### RAW DATA
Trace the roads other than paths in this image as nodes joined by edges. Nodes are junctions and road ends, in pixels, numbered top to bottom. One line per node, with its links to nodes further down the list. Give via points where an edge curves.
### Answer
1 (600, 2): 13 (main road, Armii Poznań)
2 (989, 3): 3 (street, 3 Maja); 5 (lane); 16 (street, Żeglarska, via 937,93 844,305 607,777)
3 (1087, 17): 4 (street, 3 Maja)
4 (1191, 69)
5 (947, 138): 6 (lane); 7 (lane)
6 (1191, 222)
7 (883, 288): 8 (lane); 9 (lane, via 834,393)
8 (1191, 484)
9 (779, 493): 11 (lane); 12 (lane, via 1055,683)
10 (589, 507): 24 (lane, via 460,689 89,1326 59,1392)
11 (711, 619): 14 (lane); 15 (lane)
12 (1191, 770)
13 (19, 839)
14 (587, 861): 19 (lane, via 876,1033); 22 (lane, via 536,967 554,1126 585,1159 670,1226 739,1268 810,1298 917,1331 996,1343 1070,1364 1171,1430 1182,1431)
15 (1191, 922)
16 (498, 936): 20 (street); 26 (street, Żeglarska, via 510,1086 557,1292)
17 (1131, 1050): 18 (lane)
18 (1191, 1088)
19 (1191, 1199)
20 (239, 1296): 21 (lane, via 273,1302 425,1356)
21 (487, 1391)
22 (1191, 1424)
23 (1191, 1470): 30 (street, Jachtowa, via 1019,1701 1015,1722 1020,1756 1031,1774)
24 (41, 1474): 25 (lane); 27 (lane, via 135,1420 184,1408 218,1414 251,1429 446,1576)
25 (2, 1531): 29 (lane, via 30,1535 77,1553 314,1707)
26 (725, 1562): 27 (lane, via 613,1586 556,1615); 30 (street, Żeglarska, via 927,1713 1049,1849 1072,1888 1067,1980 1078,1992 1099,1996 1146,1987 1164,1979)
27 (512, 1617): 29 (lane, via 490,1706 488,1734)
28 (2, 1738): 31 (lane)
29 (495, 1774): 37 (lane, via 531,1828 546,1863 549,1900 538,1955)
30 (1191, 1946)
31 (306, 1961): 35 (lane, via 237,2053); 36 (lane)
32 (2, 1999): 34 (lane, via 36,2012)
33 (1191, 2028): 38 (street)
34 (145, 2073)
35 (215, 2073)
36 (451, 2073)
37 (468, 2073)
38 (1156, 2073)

### TASK INSTRUCTIONS
What is needed is an exact transcription of every record above.

### RESPONSE TO THIS EXERCISE
Trace the roads other than paths in this image as nodes joined by edges. Nodes are junctions and road ends, in pixels, numbered top to bottom. One line per node, with its links to nodes further down the list. Give via points where an edge curves.
### Answer
1 (600, 2): 13 (main road, Armii Poznań)
2 (989, 3): 3 (street, 3 Maja); 5 (lane); 16 (street, Żeglarska, via 937,93 844,305 607,777)
3 (1087, 17): 4 (street, 3 Maja)
4 (1191, 69)
5 (947, 138): 6 (lane); 7 (lane)
6 (1191, 222)
7 (883, 288): 8 (lane); 9 (lane, via 834,393)
8 (1191, 484)
9 (779, 493): 11 (lane); 12 (lane, via 1055,683)
10 (589, 507): 24 (lane, via 460,689 89,1326 59,1392)
11 (711, 619): 14 (lane); 15 (lane)
12 (1191, 770)
13 (19, 839)
14 (587, 861): 19 (lane, via 876,1033); 22 (lane, via 536,967 554,1126 585,1159 670,1226 739,1268 810,1298 917,1331 996,1343 1070,1364 1171,1430 1182,1431)
15 (1191, 922)
16 (498, 936): 20 (street); 26 (street, Żeglarska, via 510,1086 557,1292)
17 (1131, 1050): 18 (lane)
18 (1191, 1088)
19 (1191, 1199)
20 (239, 1296): 21 (lane, via 273,1302 425,1356)
21 (487, 1391)
22 (1191, 1424)
23 (1191, 1470): 30 (street, Jachtowa, via 1019,1701 1015,1722 1020,1756 1031,1774)
24 (41, 1474): 25 (lane); 27 (lane, via 135,1420 184,1408 218,1414 251,1429 446,1576)
25 (2, 1531): 29 (lane, via 30,1535 77,1553 314,1707)
26 (725, 1562): 27 (lane, via 613,1586 556,1615); 30 (street, Żeglarska, via 927,1713 1049,1849 1072,1888 1067,1980 1078,1992 1099,1996 1146,1987 1164,1979)
27 (512, 1617): 29 (lane, via 490,1706 488,1734)
28 (2, 1738): 31 (lane)
29 (495, 1774): 37 (lane, via 531,1828 546,1863 549,1900 538,1955)
30 (1191, 1946)
31 (306, 1961): 35 (lane, via 237,2053); 36 (lane)
32 (2, 1999): 34 (lane, via 36,2012)
33 (1191, 2028): 38 (street)
34 (145, 2073)
35 (215, 2073)
36 (451, 2073)
37 (468, 2073)
38 (1156, 2073)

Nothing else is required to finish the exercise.